Light design: a passion and a career

Light design: a passion and a career

Emily Stoltzfus

Contributing Writer

elstoltzfus@goshen.edu

Riley Woods is a senior theater major with a focus in light design. Even though Goshen is a smaller school, he feels that he has gotten a similar amount of experience as students who attend larger schools. He has been able to be a part of every single production in the Umble Center since his freshman year, mostly working with light design.

“Just the sheer amount of experience is incredible and very valuable,” he said.

He has had the opportunity to do a lot of one-on-one work with Andrew Moeggenborg, the technical director for the Umble Center. Woods points out that Moeggenborg has his master’s degree in theater and knows a lot about set work, lighting and technical things, so working with him for four years has been great.

Because there are so few students in the theater department, sometimes work falls back on students that have already put in more than their fair share of time. There are not always enough people who audition for the mainstage, and so they must call on the same people.

“Even though I want to be doing the lighting, sometimes it feels like I have to do it because currently there is not really another light designer. It’s a ton of work, but a lot of fun,” he said. “The main thing we need is more interest and more students. You can be involved without being a theater major.”

Woods’ advice to students who are interested in getting involved in the theater department is to “just go for it. Sometimes it’s not that easy, but people will help you if you’re struggling. It is an inclusive and warm environment to be in,” he said. “Even though you’re vulnerable, at Goshen, it is really a community-based major. One of my favorite things is all of the friendships and close bonds formed with classmates.”

Woods was particularly fond of his time working with the musical “Godspell” last year.

“Everybody would hug everybody, including the designers and all of the stage managers, after every single rehearsal or performance,” he said. “By the end of the process, we were all super close.”

He remembered that Paul Zehr, a recent GC graduate, had the idea of getting everyone to become close to each other because shows are better if everyone is on the same page. Zehr thought hugging would improve those connections.

In the future, Woods hopes to move to a big city like Chicago, New York or Los Angeles to network, market and get his name out there. He would like to do an internship or design job with a theater for one or two years.

“Grad school is also a possibility for the future, but it’s iffy at this point,” said Woods.

His long-term goal is to become a freelance light designer and stage manager.

Currently in his last semester, Woods is busy preparing for his senior showcase on Friday, April 21.

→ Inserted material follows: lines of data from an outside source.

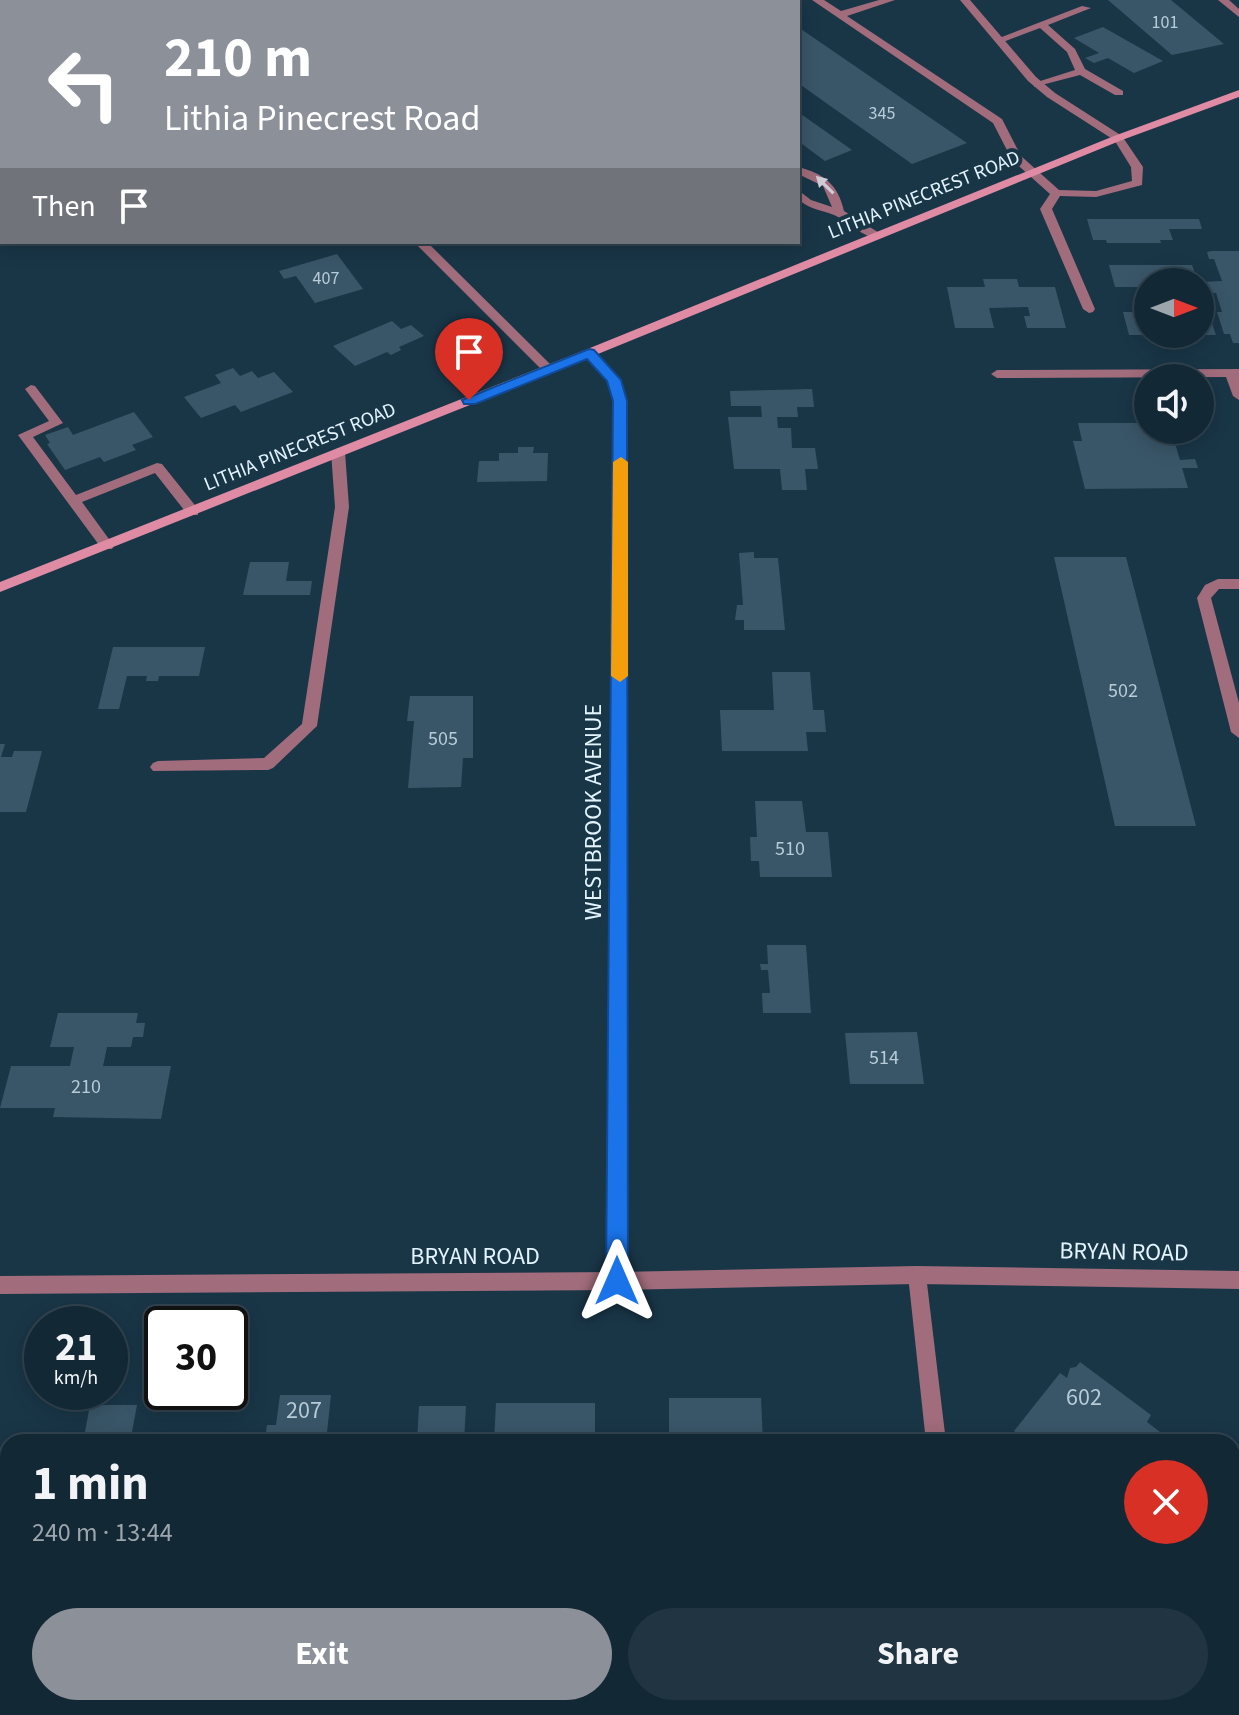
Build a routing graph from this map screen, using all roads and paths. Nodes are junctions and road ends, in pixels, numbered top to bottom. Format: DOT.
graph roads {
  1 [pos="817,0"];
  2 [pos="890,0"];
  3 [pos="965,0"];
  4 [pos="1223,0"];
  5 [pos="1086,8"];
  6 [pos="1239,14"];
  7 [pos="839,15"];
  8 [pos="1041,24"];
  9 [pos="999,40"];
  10 [pos="1081,71"];
  11 [pos="1038,85"];
  12 [pos="1119,93"];
  13 [pos="1239,93"];
  14 [pos="1118,138"];
  15 [pos="800,171"];
  16 [pos="1033,172"];
  17 [pos="1056,193"];
  18 [pos="800,195"];
  19 [pos="839,213"];
  20 [pos="877,236"];
  21 [pos="422,244"];
  22 [pos="1089,309"];
  23 [pos="589,353"];
  24 [pos="548,369"];
  25 [pos="1235,373"];
  26 [pos="997,374"];
  27 [pos="31,389"];
  28 [pos="1239,396"];
  29 [pos="338,452"];
  30 [pos="73,501"];
  31 [pos="193,512"];
  32 [pos="107,546"];
  33 [pos="1239,584"];
  34 [pos="0,587"];
  35 [pos="1239,732"];
  36 [pos="158,767"];
  37 [pos="917,1275"];
  38 [pos="1239,1280"];
  39 [pos="617,1281"];
  40 [pos="0,1285"];
  41 [pos="935,1434"];
  1 -- 7 [label="street"];
  2 -- 7 [label="street"];
  3 -- 9 [label="street"];
  4 -- 6 [label="street"];
  5 -- 8 [label="street"];
  7 -- 16 [label="street"];
  8 -- 9 [label="street"];
  8 -- 10 [label="street"];
  9 -- 11 [label="street"];
  10 -- 11 [label="street"];
  10 -- 12 [label="street"];
  11 -- 14 [label="street"];
  13 -- 14 [label="main road, LITHIA PINECREST ROAD"];
  14 -- 16 [label="main road, LITHIA PINECREST ROAD"];
  14 -- 17 [label="street"];
  19 -- 15 [label="street, one-way"];
  16 -- 17 [label="street"];
  16 -- 20 [label="main road, LITHIA PINECREST ROAD"];
  17 -- 22 [label="street"];
  18 -- 19 [label="street"];
  19 -- 20 [label="street"];
  20 -- 23 [label="main road, LITHIA PINECREST ROAD"];
  21 -- 24 [label="street"];
  23 -- 24 [label="main road, LITHIA PINECREST ROAD"];
  23 -- 39 [label="street, WESTBROOK AVENUE"];
  24 -- 29 [label="main road, LITHIA PINECREST ROAD"];
  25 -- 26 [label="street"];
  25 -- 28 [label="street"];
  27 -- 30 [label="street"];
  29 -- 31 [label="main road, LITHIA PINECREST ROAD"];
  29 -- 36 [label="street"];
  30 -- 31 [label="street"];
  30 -- 32 [label="street"];
  31 -- 32 [label="main road, LITHIA PINECREST ROAD"];
  32 -- 34 [label="main road, LITHIA PINECREST ROAD"];
  33 -- 35 [label="street"];
  37 -- 38 [label="street, BRYAN ROAD"];
  37 -- 39 [label="street, BRYAN ROAD"];
  37 -- 41 [label="street"];
  39 -- 40 [label="street, BRYAN ROAD"];
}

“Lighting is my main interest, so in my senior show I want to showcase lighting,” he said. “It has evolved into a shortened version of ‘Romeo and Juliet’ told through lighting, movement and dance.”

Woods is working alongside Maggie Weaver, a senior, combining parts of his show with Weaver’s senior dance show on the same night.

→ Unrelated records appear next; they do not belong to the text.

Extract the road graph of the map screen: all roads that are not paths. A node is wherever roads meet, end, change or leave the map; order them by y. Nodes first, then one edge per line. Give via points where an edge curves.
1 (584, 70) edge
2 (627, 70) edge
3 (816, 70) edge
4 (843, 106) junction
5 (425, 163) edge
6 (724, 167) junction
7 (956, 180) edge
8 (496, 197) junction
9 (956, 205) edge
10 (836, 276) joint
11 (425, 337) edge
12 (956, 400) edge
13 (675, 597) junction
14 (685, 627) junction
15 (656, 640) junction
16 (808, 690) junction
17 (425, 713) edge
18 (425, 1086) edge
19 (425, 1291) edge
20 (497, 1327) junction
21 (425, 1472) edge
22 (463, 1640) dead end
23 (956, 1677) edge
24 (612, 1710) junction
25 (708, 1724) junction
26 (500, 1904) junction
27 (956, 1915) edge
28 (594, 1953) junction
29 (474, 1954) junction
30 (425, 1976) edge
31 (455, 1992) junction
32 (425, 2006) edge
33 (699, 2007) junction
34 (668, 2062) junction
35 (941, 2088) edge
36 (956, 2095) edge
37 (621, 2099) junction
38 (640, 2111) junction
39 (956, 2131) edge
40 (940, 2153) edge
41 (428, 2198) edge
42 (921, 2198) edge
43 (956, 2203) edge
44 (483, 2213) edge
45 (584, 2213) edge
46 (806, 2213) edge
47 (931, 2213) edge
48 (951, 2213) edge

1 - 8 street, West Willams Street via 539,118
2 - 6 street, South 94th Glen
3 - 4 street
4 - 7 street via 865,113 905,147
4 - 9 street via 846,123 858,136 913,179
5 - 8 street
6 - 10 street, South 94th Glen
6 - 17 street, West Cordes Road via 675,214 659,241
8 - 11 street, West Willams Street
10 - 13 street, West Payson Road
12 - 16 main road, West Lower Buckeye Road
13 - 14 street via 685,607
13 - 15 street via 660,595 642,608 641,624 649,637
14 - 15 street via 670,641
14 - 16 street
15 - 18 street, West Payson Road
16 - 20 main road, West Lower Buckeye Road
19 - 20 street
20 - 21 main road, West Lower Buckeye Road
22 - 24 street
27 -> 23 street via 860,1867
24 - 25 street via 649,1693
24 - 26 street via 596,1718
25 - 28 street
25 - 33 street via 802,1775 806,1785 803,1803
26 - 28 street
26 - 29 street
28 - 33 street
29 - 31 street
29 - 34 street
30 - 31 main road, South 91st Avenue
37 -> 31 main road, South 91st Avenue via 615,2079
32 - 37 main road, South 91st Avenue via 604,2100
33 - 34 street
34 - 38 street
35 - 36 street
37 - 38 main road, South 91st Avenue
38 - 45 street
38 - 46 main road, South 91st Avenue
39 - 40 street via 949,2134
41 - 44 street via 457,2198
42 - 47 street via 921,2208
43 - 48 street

Woods’ show will have very few spoken lines, told mainly through lighting and movement. One reason he chose “Romeo and Juliet” is that most people are at least somewhat familiar with the story, so he is able to take some artistic liberties that he wouldn’t be able to do as easily with other shows without losing the audience.

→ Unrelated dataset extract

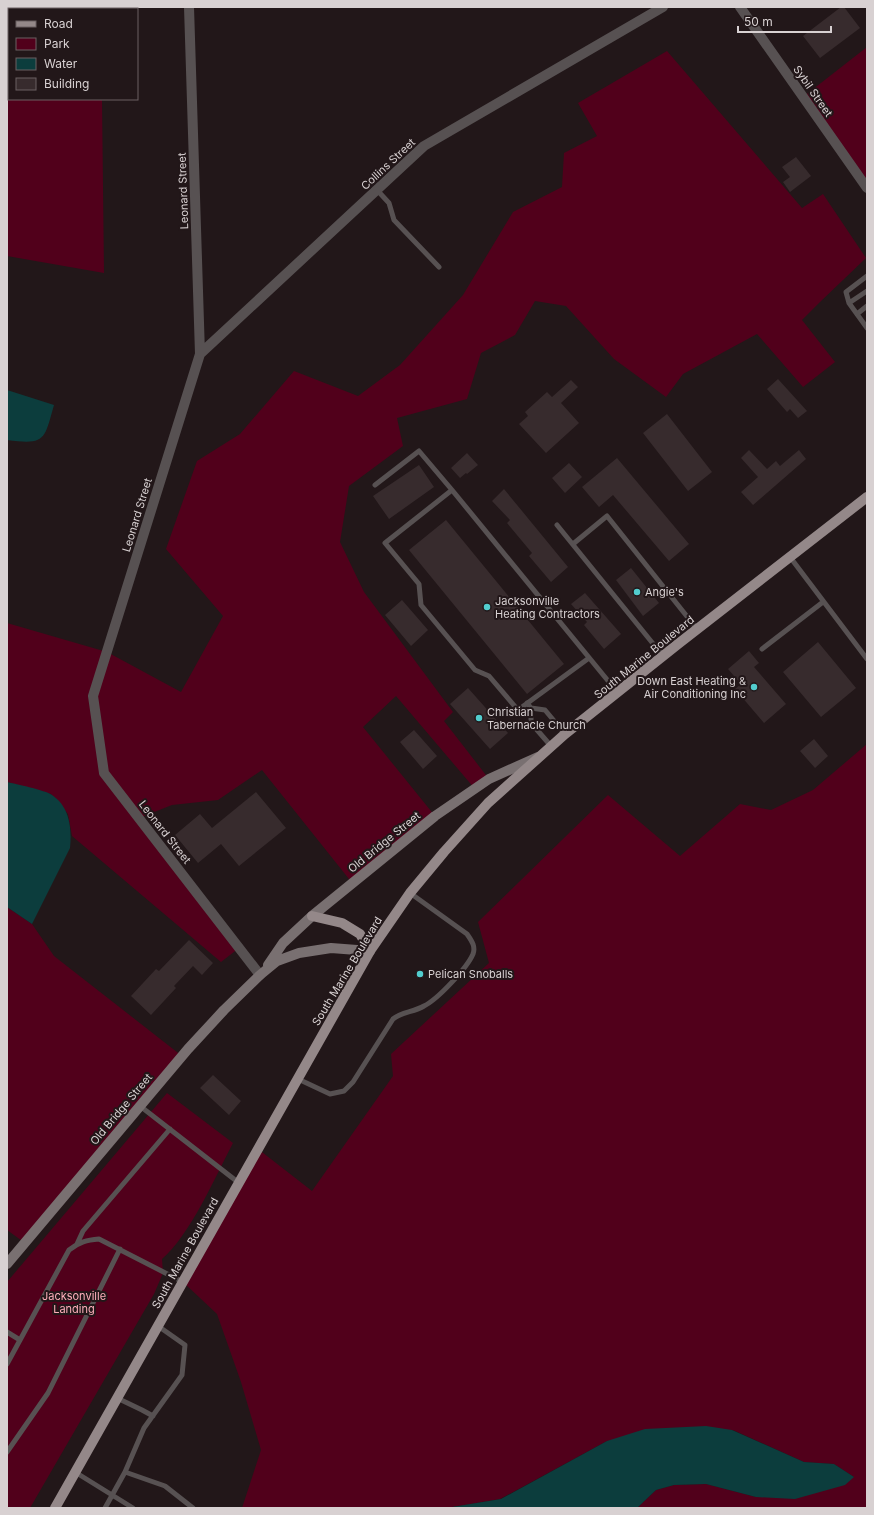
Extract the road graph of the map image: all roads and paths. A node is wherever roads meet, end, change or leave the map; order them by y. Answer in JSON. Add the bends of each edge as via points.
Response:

“It’s going to be a very great thing to have on my résumé,” he said. “Not only did I produce my own show, but I’m basically creating my own show.”

“Theater is about telling a story,” said Woods, “and lighting is one of the methods to tell that story. I like to think about lighting as creating the world that the actors inhabit to tell the story, and that’s a lot of what I like about theater.”

Woods believes that a person can do so much through theater, whether that is about creating a message to tell the audience or comic relief during a rough time.

“Theater can be so powerful,” he said, “and that’s what I want to do with my life.”